Ron Melody (Charlotte, NC)
How is the plasma itself tested to guarantee safety to the recipient? What are the health ramifications of receiving plasma from a donor who has been an intravenous drug user, or has an auto-immune disease or hepatitis?
MystLady (NEPA)
@Ron Melody Look up the rules. Anything blood related is tested afterwards and prior to being used. How often do you hear of people contracting any disease from blood and related products in this day and age? You don't. That's because post AIDS, it's all tested.
Marymary28 (Sunnyside NY)
@Ron Melody HA HA HA HA Ron. It's a conspiracy by poor people to make the 1% and their friends sick from disease. Then when everybody's sick, we will take over and live in your McMansions. :-)
Zoe Greenberg (The New York Times)
@Ron Melody Hi Ron, Thank you for writing in! All plasma is screened robustly after it's collected; any plasma that tests positive for HIV or hepatitis or a range of other diseases is discarded. The medicines derived from plasma are quite safe.
dugggggg (nyc)
I was surprised to read recently that there is a thriving organ transplant market in parts of the world. I expect there's one here, too. There's no replacement for plasma or organs so unless we invent plasma cloning or begin mass organ cloning, this problem is going to get worse.

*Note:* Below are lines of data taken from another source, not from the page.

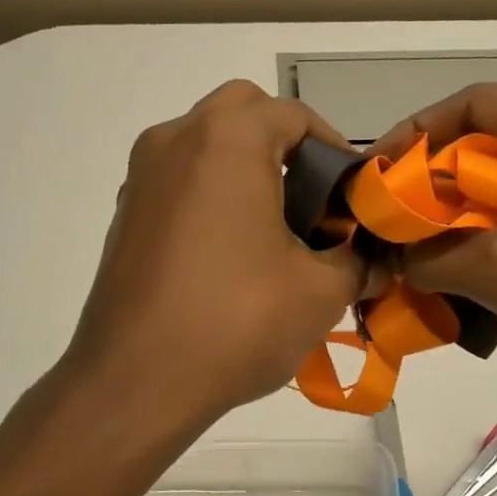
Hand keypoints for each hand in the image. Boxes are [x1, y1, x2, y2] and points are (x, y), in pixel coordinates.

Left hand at [65, 81, 367, 426]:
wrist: (135, 382)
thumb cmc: (236, 322)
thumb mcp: (320, 292)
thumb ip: (357, 261)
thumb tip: (372, 259)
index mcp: (227, 140)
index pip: (295, 115)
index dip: (335, 151)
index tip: (351, 197)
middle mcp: (175, 140)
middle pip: (243, 113)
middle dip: (285, 146)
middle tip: (312, 201)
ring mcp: (140, 177)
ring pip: (205, 144)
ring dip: (244, 168)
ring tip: (274, 230)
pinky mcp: (124, 214)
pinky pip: (178, 181)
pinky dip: (210, 195)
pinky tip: (229, 254)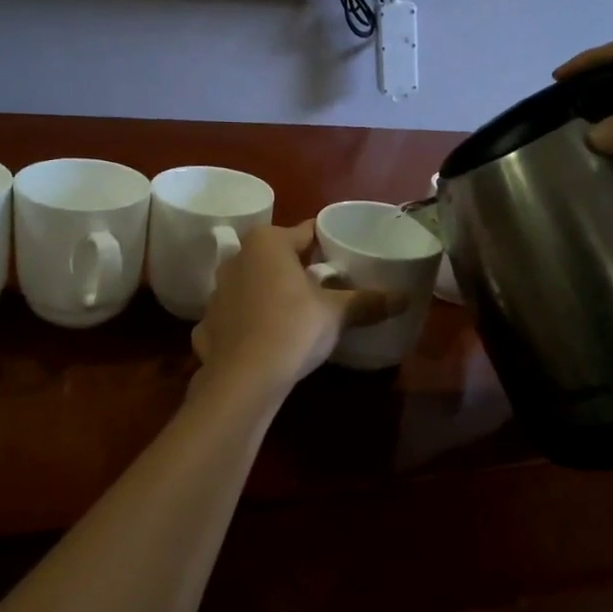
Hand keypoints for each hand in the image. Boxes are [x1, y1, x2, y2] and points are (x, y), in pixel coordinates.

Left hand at [191, 222, 403, 392]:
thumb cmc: (292, 329)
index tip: (347, 257)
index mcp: (268, 242)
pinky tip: (269, 338)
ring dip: (274, 293)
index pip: (308, 232)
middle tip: (329, 286)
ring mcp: (218, 291)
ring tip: (300, 313)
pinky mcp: (208, 323)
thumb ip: (368, 302)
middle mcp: (238, 257)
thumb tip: (404, 298)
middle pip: (279, 256)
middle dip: (301, 269)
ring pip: (255, 283)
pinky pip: (239, 314)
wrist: (242, 379)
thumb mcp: (336, 314)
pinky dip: (253, 321)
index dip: (330, 243)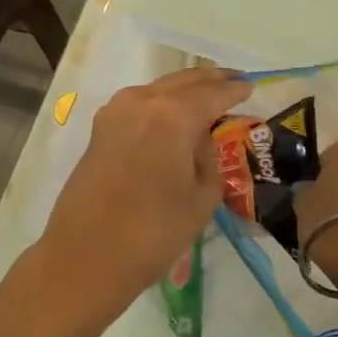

Philip Rock (Tidewater, VA)
A couple of points: Those pints of plasma translate into much, much more money in the end. If one pint yields $300 of just 'wholesale immunoglobulin', there is still much more value in the other components of that plasma, like clotting factors, growth hormones and other valuable proteins and peptides. Sure 'healthy people' can "donate" over 100 times/year but if these centers are disproportionately located in areas of extreme poverty, then likely these '"donors" are not models of health and vitality. Synthesizing the valuable proteins found in plasma requires a healthy diet, which includes good sources of protein. This is a luxury that people living in extreme poverty do not typically have.
Bruce (Spokane WA)
@Philip Rock --- "Synthesizing the valuable proteins found in plasma requires a healthy diet, which includes good sources of protein. This is a luxury that people living in extreme poverty do not typically have." ...as is the luxury of not having to donate plasma.